By further fine-tuning SigLIP’s text and image encoders on this document-specific dataset, ColPali achieved improved performance for tasks requiring understanding both textual and visual information.
Performance of BiPali
After fine-tuning on the training dataset, BiPali showed a slight decrease in performance for English document retrieval tasks compared to BiSigLIP. This is likely due to the fact that PaliGemma was not originally trained for contrastive matching tasks, but rather for next token prediction. The authors' contrastive fine-tuning on 100K images was significantly smaller than SigLIP’s original contrastive training, leading to weaker performance in English retrieval tasks.
-
Why BiPali Shines in Multilingual Tasks
Despite the slight drop in English performance, BiPali showed notable improvements in French tasks, indicating that PaliGemma’s multilingual pretraining helps with multilingual document retrieval. Interestingly, although the training dataset did not contain any non-English samples, PaliGemma’s LLM (Gemma-2B) was able to handle multilingual data, resulting in better cross-lingual generalization.
Why Late Interaction Improves Performance
By focusing on the most relevant document patches for each query token, Late Interaction enables ColPali to excel in tasks that require detailed understanding of both text and visual elements. This was especially evident in more visually complex tasks, such as:
- InfographicVQA (infographic retrieval).

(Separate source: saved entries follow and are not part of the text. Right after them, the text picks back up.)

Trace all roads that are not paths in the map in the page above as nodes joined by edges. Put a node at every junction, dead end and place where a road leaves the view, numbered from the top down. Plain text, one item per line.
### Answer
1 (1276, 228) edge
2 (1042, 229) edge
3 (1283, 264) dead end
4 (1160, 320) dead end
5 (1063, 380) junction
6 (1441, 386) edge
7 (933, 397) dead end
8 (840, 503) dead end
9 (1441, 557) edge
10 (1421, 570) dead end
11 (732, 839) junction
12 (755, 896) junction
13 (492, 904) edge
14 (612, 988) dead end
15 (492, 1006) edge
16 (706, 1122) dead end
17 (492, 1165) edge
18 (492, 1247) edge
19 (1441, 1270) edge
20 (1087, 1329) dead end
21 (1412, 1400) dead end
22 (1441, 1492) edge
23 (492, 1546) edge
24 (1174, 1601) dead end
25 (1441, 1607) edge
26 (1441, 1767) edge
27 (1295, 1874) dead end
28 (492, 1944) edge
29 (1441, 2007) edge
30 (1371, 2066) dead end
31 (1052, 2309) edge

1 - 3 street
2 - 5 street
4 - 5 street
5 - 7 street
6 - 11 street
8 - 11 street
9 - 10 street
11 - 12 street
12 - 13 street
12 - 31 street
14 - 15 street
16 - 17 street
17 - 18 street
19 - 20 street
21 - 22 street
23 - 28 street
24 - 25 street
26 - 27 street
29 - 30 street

- ArxivQA (figure retrieval).
- TabFQuAD (table retrieval).
ColPali outperformed baselines such as Unstructured and captioning-based models, as well as all evaluated text-image embedding models. This stark improvement in visually complex tasks demonstrates the power of Late Interaction in multimodal retrieval.
Lessons from Negative Results: ColSigLIP and BiSigLIP with Late Interaction
ColSigLIP:
A version of BiSigLIP with Late Interaction (ColSigLIP) was also tested but performed poorly. The authors attribute this to the fact that in SigLIP’s pre-training, only a pooled latent representation is used in the contrastive loss, which does not optimize individual patch and token embeddings as effectively as ColPali.
BiSigLIP + PaliGemma:
The authors also experimented with using the text representations from PaliGemma and the image representations from SigLIP. However, this variant also performed poorly, likely due to a misalignment between the SigLIP embeddings and the Gemma embeddings after PaliGemma fine-tuning.
Querying Latencies and Memory Footprint
One of the challenges with Late Interaction is that it can increase querying latency. In online querying scenarios:
- BGE-M3 embedding model takes approximately 22 ms to encode a query with 15 tokens.
- In contrast, ColPali takes about 30 ms for query encoding due to the additional complexity introduced by the language model.
However, for smaller document corpora, the overhead from Late Interaction is minimal—approximately 1 ms per 1000 pages. This makes ColPali a scalable solution for document retrieval, even in larger datasets.
Conclusion: Building ColPali—From SigLIP to Late Interaction
The iterative construction of ColPali highlights how combining vision-language models (SigLIP), language models (PaliGemma), and Late Interaction led to a state-of-the-art document retrieval system. Each step added new capabilities:
- SigLIP provided strong bi-modal embeddings.
- PaliGemma enhanced these embeddings with language model context.
- Late Interaction enabled ColPali to excel in token-level retrieval, focusing on the most relevant parts of documents for each query.
pheww! it was a long long blog! I really hope this blog can help in understanding about colpali in detail. cheers to all the readers for sticking till the end!